Specifically, according to the present disclosure, embodiments herein provide for sheathed thermite rods. For instance, as shown in FIG. 1, a sheathed thermite rod 100 may comprise a sheathed rod portion 110, a rod tip 115 (e.g., exposed portion), and a holder 105. As also shown in FIGS. 2A-2B, a cross section of a sheathed thermite rod 200a (generally rectangular) and 200b (generally circular) may comprise a mixture of thermite 210 (e.g., rod) within an outer casing or sheath 205, such as an aluminum tube, that adds rigidity and allows for better continuity of a burn across breaks in the thermite rod. The sheathing also allows for manufacture of the thermite rods to have reduced (e.g., no) drying period, increasing speed of production. In one embodiment, the sheath may be threaded at one end for attachment to one or more accessories, or for serial connection to additional sheathed thermite rods.

Note that the sheath/sleeve may also create less smoke, may act as an additional fuel, provide slag, etc. The composition of the sheath may also be other materials, such as tin, or composites. Certain materials may be used within the sheath, such as aluminum-based epoxy, to fill any gaps between the sheath and the thermite rods.

Advantageously, the techniques above particularly provide sheathed thermite rods. In particular, the present disclosure provides increased protection, rigidity, and functionality over conventional thermite rods.

As also noted above, one issue with thermite-based tools, particularly thermite rods, is that they are difficult to manufacture, and also often suffer from their fragility, both in terms of adverse effects during transportation and operation (e.g., shock, etc.), as well as general exposure to the elements (e.g., humidity, moisture, etc.).

According to one or more embodiments of the disclosure, therefore, one or more embodiments of tablet-based thermite rods are provided.

According to the particular embodiments herein, and with specific reference to FIGS. 3A-3C, a thermite tablet rod 300 herein may comprise a series of inline thermite tablets 310 contained within an outer casing (sheathing) 305 (aka “metal housing”), such as an aluminum tube. The tablets may be consecutively adjacent to one another along the length of the outer casing, and substantially conforming to the interior cross section of the outer casing (e.g., circular, oval, oblong, rectangular, etc.), where the tablets are adjoined by pressure, or optionally a continuance material 315 (an adhesive and/or a burn continuance material) such as aluminum-based epoxy, to fill any gaps between the thermite tablets. FIG. 3B illustrates how the tablets 310 may be inserted into the casing/sheath 305, while FIG. 3C illustrates example options for cross sections (321, 322, and 323), such as circular or otherwise, though any cross sectional shape may be used.

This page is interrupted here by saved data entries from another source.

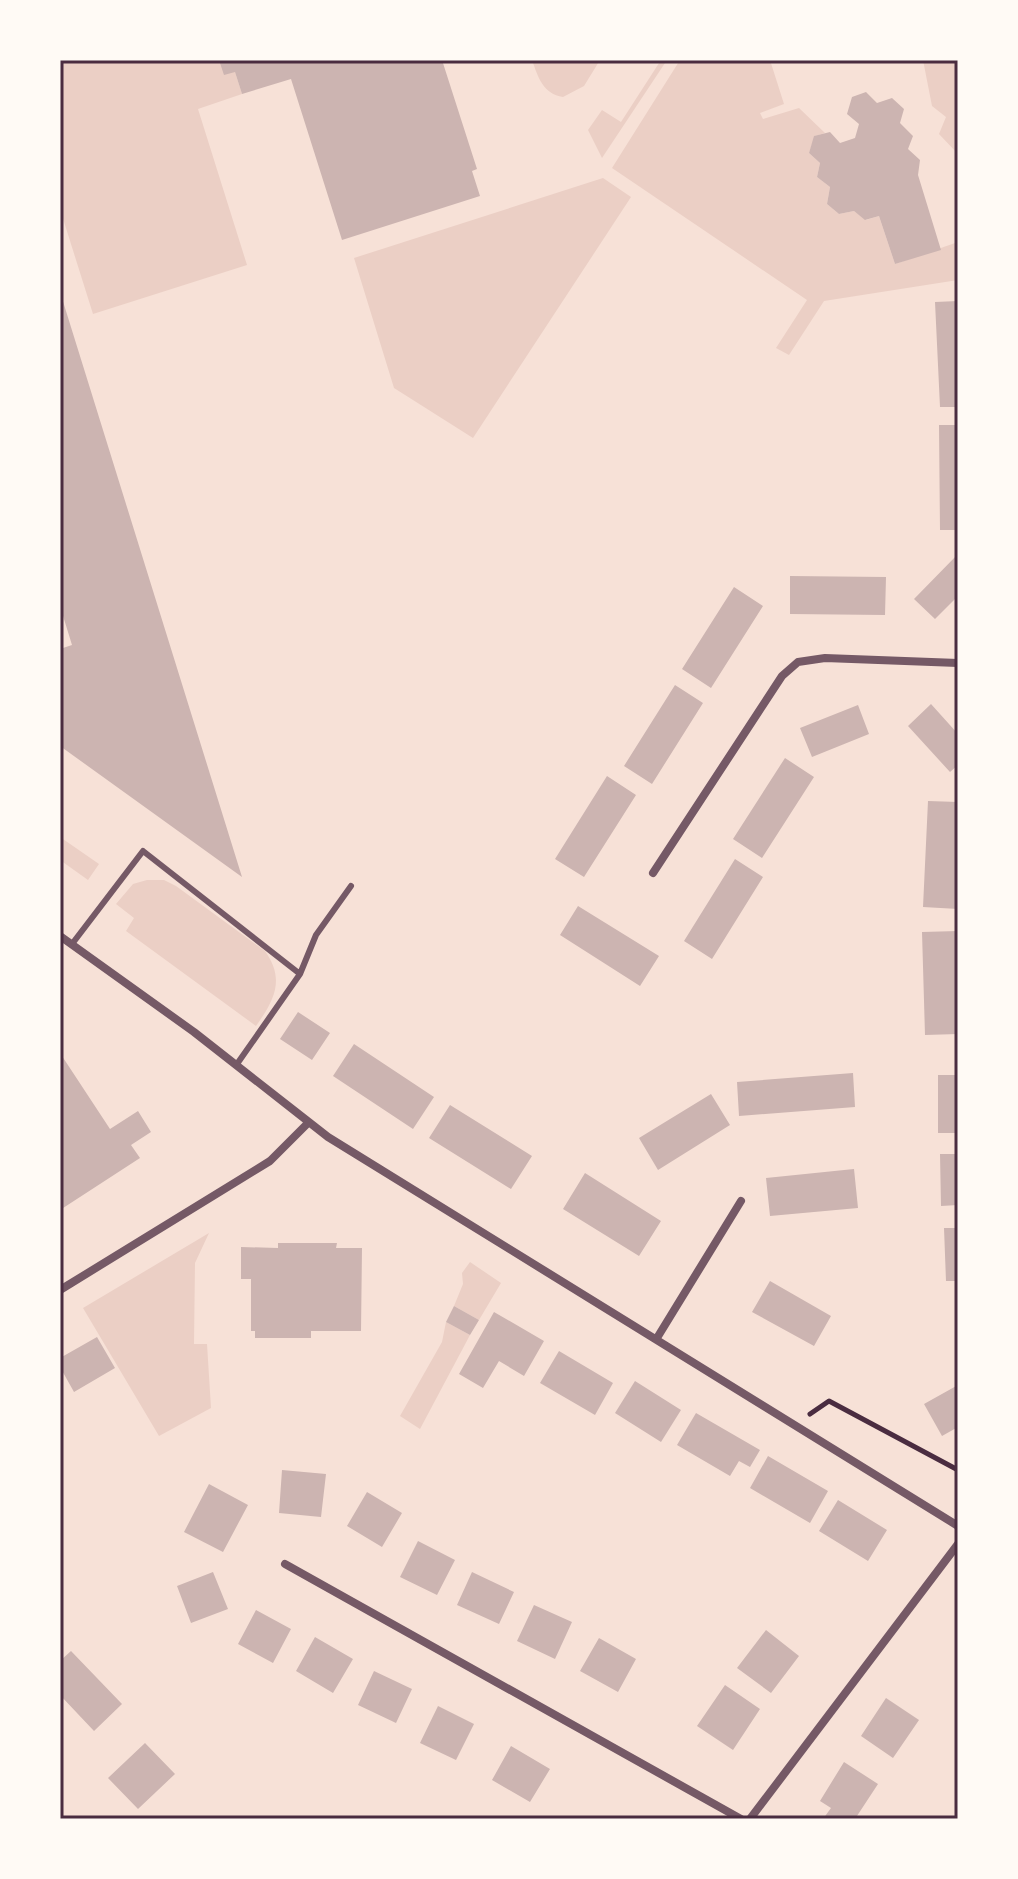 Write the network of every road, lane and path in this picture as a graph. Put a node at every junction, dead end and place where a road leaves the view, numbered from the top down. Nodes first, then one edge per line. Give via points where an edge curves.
1 (958, 663) edge
2 (653, 873) dead end
3 (351, 886) dead end
4 (60, 936) edge
5 (72, 944) junction
6 (300, 974) junction
7 (237, 1064) junction
8 (308, 1123) junction
9 (741, 1201) dead end
10 (60, 1290) edge
11 (657, 1338) junction
12 (793, 1425) junction
13 (958, 1470) edge
14 (958, 1526) edge
15 (958, 1544) edge
16 (285, 1564) dead end
17 (741, 1819) edge
18 (750, 1819) edge

1 - 2 street via 825,658 798,662 782,676
3 - 6 lane via 316,935
4 - 5 street
5 - 6 lane via 143,851
5 - 7 street
6 - 7 lane
7 - 8 street
8 - 10 street via 270,1161
8 - 11 street
9 - 11 street
11 - 12 street
12 - 13 path via 829,1401
12 - 14 street
15 - 18 street
16 - 17 street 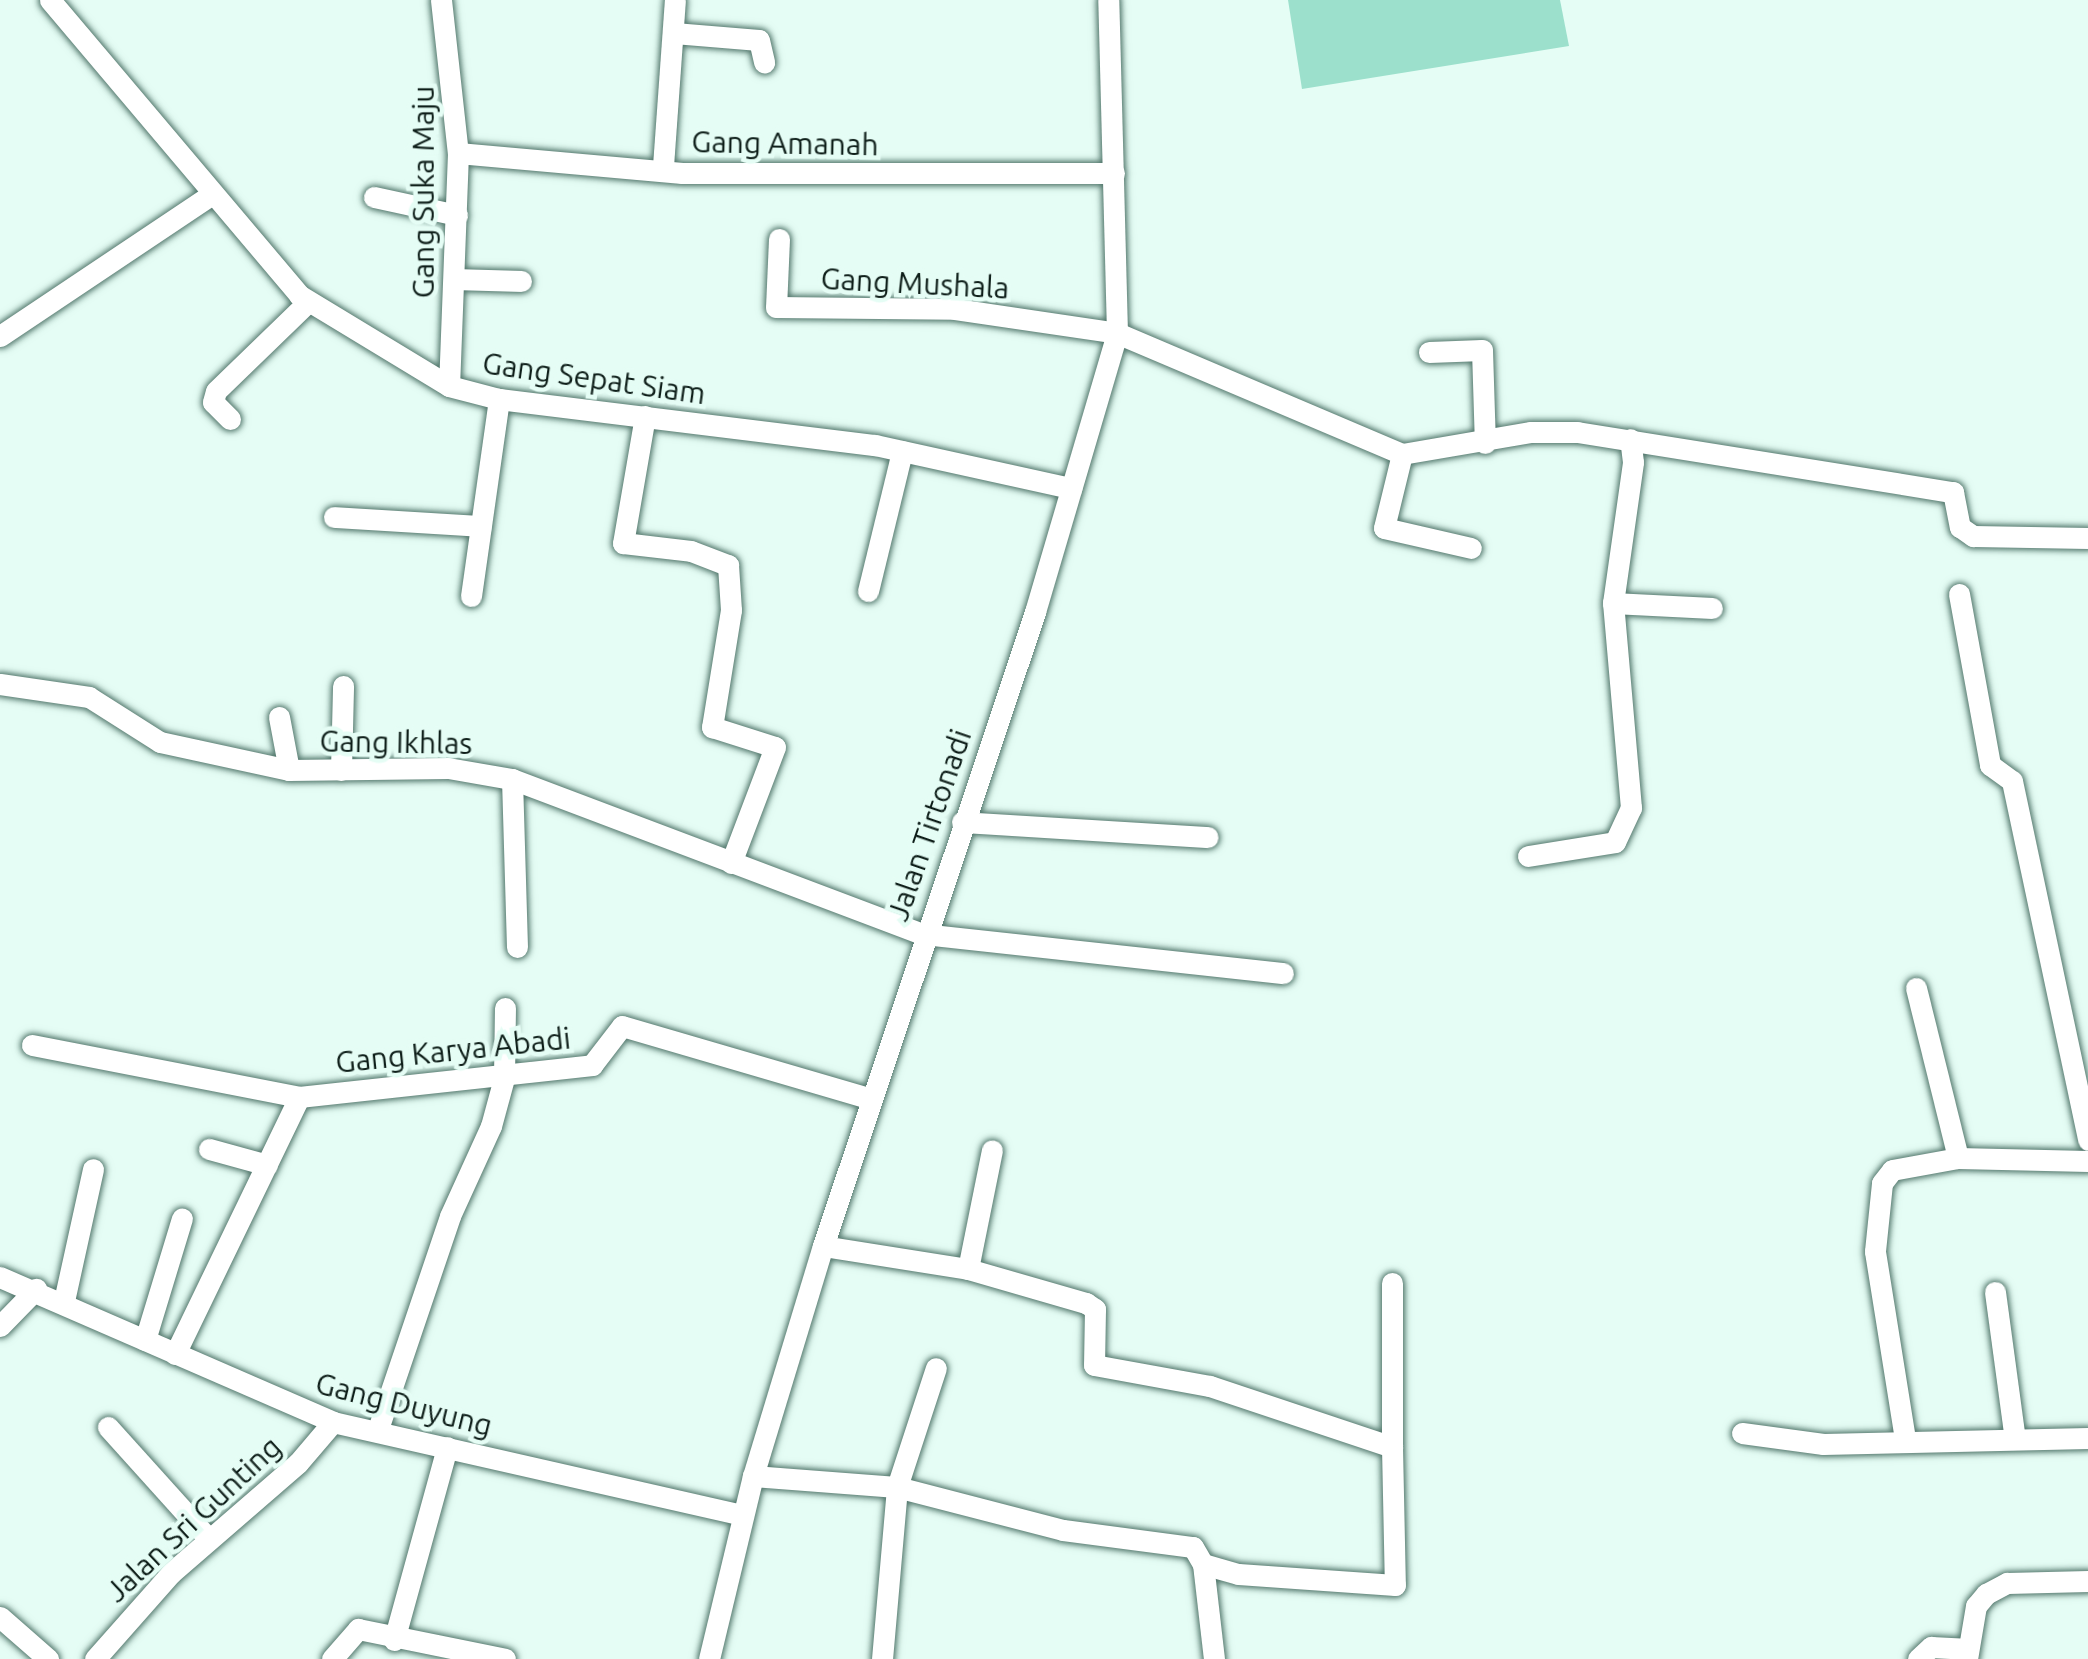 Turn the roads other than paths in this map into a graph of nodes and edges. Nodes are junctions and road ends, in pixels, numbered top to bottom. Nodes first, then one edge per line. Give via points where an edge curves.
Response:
1 (50, 0) edge
2 (441, 0) edge
3 (675, 0) edge
4 (1108, 0) edge
5 (674, 33) junction
6 (764, 62) dead end
7 (458, 153) junction
8 (663, 166) junction
9 (1114, 173) junction
10 (211, 195) junction
11 (374, 197) dead end
12 (457, 215) junction
13 (778, 239) dead end
14 (455, 279) junction
15 (521, 280) dead end
16 (308, 302) junction
17 (1117, 333) junction
18 (0, 336) edge
19 (1429, 352) dead end
20 (449, 386) junction
21 (499, 400) junction
22 (645, 416) junction
23 (230, 419) dead end
24 (1630, 439) junction
25 (1485, 443) junction
26 (902, 451) junction
27 (1402, 454) junction
28 (1071, 488) junction
29 (334, 517) dead end
30 (481, 526) junction
31 (2088, 538) edge
32 (1471, 548) dead end
33 (868, 591) dead end
34 (1959, 594) dead end
35 (471, 596) dead end
36 (1613, 602) junction
37 (1712, 608) dead end
38 (0, 684) edge
39 (343, 686) dead end
40 (279, 717) dead end
41 (289, 770) junction
42 (341, 770) junction
43 (512, 779) junction
44 (962, 822) junction
45 (1208, 837) dead end
46 (1528, 856) dead end
47 (731, 862) junction
48 (923, 934) junction
49 (517, 947) dead end
50 (1283, 973) dead end
51 (1916, 988) dead end
52 (506, 1008) dead end
53 (32, 1046) dead end
54 (504, 1078) junction
55 (298, 1097) junction
56 (869, 1098) junction
57 (2088, 1140) edge
58 (209, 1149) dead end
59 (992, 1150) dead end
60 (1958, 1158) junction
61 (2088, 1161) edge
62 (267, 1165) junction
63 (94, 1169) dead end
64 (182, 1218) dead end
65 (823, 1246) junction
66 (968, 1268) junction
67 (0, 1277) edge
68 (1392, 1283) dead end
69 (36, 1289) junction
70 (1995, 1292) dead end
71 (64, 1301) junction
72 (0, 1326) edge
73 (145, 1340) junction
74 (175, 1354) junction
75 (936, 1367) dead end
76 (333, 1422) junction
77 (108, 1427) dead end
78 (378, 1429) junction
79 (1742, 1433) dead end
80 (2088, 1438) edge
81 (1905, 1439) junction
82 (2015, 1439) junction
83 (1392, 1447) junction
84 (447, 1448) junction
85 (753, 1476) junction
86 (897, 1487) junction
87 (743, 1515) junction
88 (208, 1538) junction
89 (1203, 1564) junction
90 (2088, 1580) edge
91 (0, 1617) edge
92 (394, 1640) junction
93 (1966, 1654) edge
94 (48, 1659) edge
95 (94, 1659) edge
96 (332, 1659) edge
97 (505, 1659) edge
98 (709, 1659) edge
99 (881, 1659) edge
100 (1214, 1659) edge
101 (1918, 1659) edge

1 - 10 street, Gang Sepat Siam
2 - 7 street, Gang Suka Maju
3 - 5 street
4 - 9 street, Jalan Tirtonadi
5 - 6 street via 759,40
5 - 8 street
7 - 8 street, Gang Amanah
7 - 12 street, Gang Suka Maju
8 - 9 street, Gang Amanah via 682,173
9 - 17 street, Jalan Tirtonadi
10 - 16 street, Gang Sepat Siam
10 - 18 street
11 - 12 street
12 - 14 street, Gang Suka Maju
13 - 17 street, Gang Mushala via 776,308 955,309
14 - 15 street
14 - 20 street, Gang Suka Maju
16 - 20 street, Gang Sepat Siam
16 - 23 street via 216,391 213,402
17 - 27 street
17 - 28 street, Jalan Tirtonadi
19 - 25 street via 1482,350
20 - 21 street, Gang Sepat Siam
21 - 22 street, Gang Sepat Siam
21 - 30 street
22 - 26 street, Gang Sepat Siam
22 - 47 street via 623,543 691,551 728,565 731,610 712,727 775,747
24 - 25 street via 1532,432
24 - 31 street via 1953,492 1960,527 1973,536
24 - 36 street via 1634,462
25 - 27 street
26 - 28 street, Gang Sepat Siam
26 - 33 street
27 - 32 street via 1384,528
28 - 44 street, Jalan Tirtonadi
29 - 30 street
30 - 35 street
34 - 57 street via 1990,765 2012,781
36 - 37 street
36 - 46 street via 1634,768 1626,825 1616,842
38 - 41 street, Gang Ikhlas via 88,697 160,742
39 - 42 street
40 - 41 street
41 - 42 street, Gang Ikhlas
42 - 43 street, Gang Ikhlas via 448,768
43 - 47 street, Gang Ikhlas
43 - 49 street
44 - 45 street
44 - 48 street, Jalan Tirtonadi
47 - 48 street, Gang Ikhlas
48 - 50 street, Gang Ikhlas
48 - 56 street, Jalan Tirtonadi
51 - 60 street
52 - 54 street
53 - 55 street, Gang Karya Abadi
54 - 55 street, Gang Karya Abadi
54 - 56 street, Gang Karya Abadi via 592,1065 622,1026
54 - 78 street
55 - 62 street
56 - 65 street, Jalan Tirtonadi
58 - 62 street
59 - 66 street
60 - 61 street
60 - 81 street via 1892,1170 1878,1204 1875,1251
62 - 74 street
63 - 71 street
64 - 73 street
65 - 66 street
65 - 85 street, Jalan Tirtonadi
66 - 83 street via 1091,1305 1094,1365 1210,1385
67 - 69 street, Gang Duyung
68 - 83 street
69 - 71 street, Gang Duyung
69 - 72 street
70 - 82 street
71 - 73 street, Gang Duyung
73 - 74 street, Gang Duyung
74 - 76 street, Gang Duyung
75 - 86 street
76 - 78 street, Gang Duyung
76 - 88 street, Jalan Sri Gunting
77 - 88 street
78 - 84 street, Gang Duyung
79 - 81 street via 1823,1444
80 - 82 street
81 - 82 street
83 - 89 street via 1395,1585 1238,1574
84 - 87 street, Gang Duyung
84 - 92 street
85 - 86 street
85 - 87 street, Jalan Tirtonadi
86 - 89 street via 1063,1530 1193,1547
86 - 99 street
87 - 98 street, Jalan Tirtonadi
88 - 95 street, Jalan Sri Gunting
89 - 100 street
90 - 93 street via 2007,1583 1986,1594
91 - 94 street
92 - 96 street via 352,1630
92 - 97 street
93 - 101 street via 1931,1647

In this manner, the embodiments herein form a linearly contiguous thermite rod using thermite tablets, which are generally easier to manufacture than solid rods of thermite. In one embodiment, the tablets are substantially identical in formulation. In another embodiment, the tablets may have different compositions, such as for various ignition temperatures, burn temperatures (e.g., increasing, decreasing, alternating, etc.), colors (e.g., to indicate successful ignition, temperature, midpoint of the rod, nearing the end of the rod, etc.), and so on.

In still another embodiment herein, the tablets may have one or more physical features, such as through-holes (apertures 410) as in the tablets 405 of the illustration 400a FIG. 4A (e.g., for passage of oxygen, brazing rods for welding, etc.), interconnecting/interlocking designs (with inserts 420 and detents 425, for example) as in example 400b FIG. 4B (among any possible configuration of interlocking designs), and other useful shapes.

As also noted above, one issue with thermite-based tools is that they are difficult to extinguish. That is, once they are ignited, typically the entire supply of thermite (e.g., the entire rod) is expected to fully burn out, which may range from being merely wasteful to being completely unsafe.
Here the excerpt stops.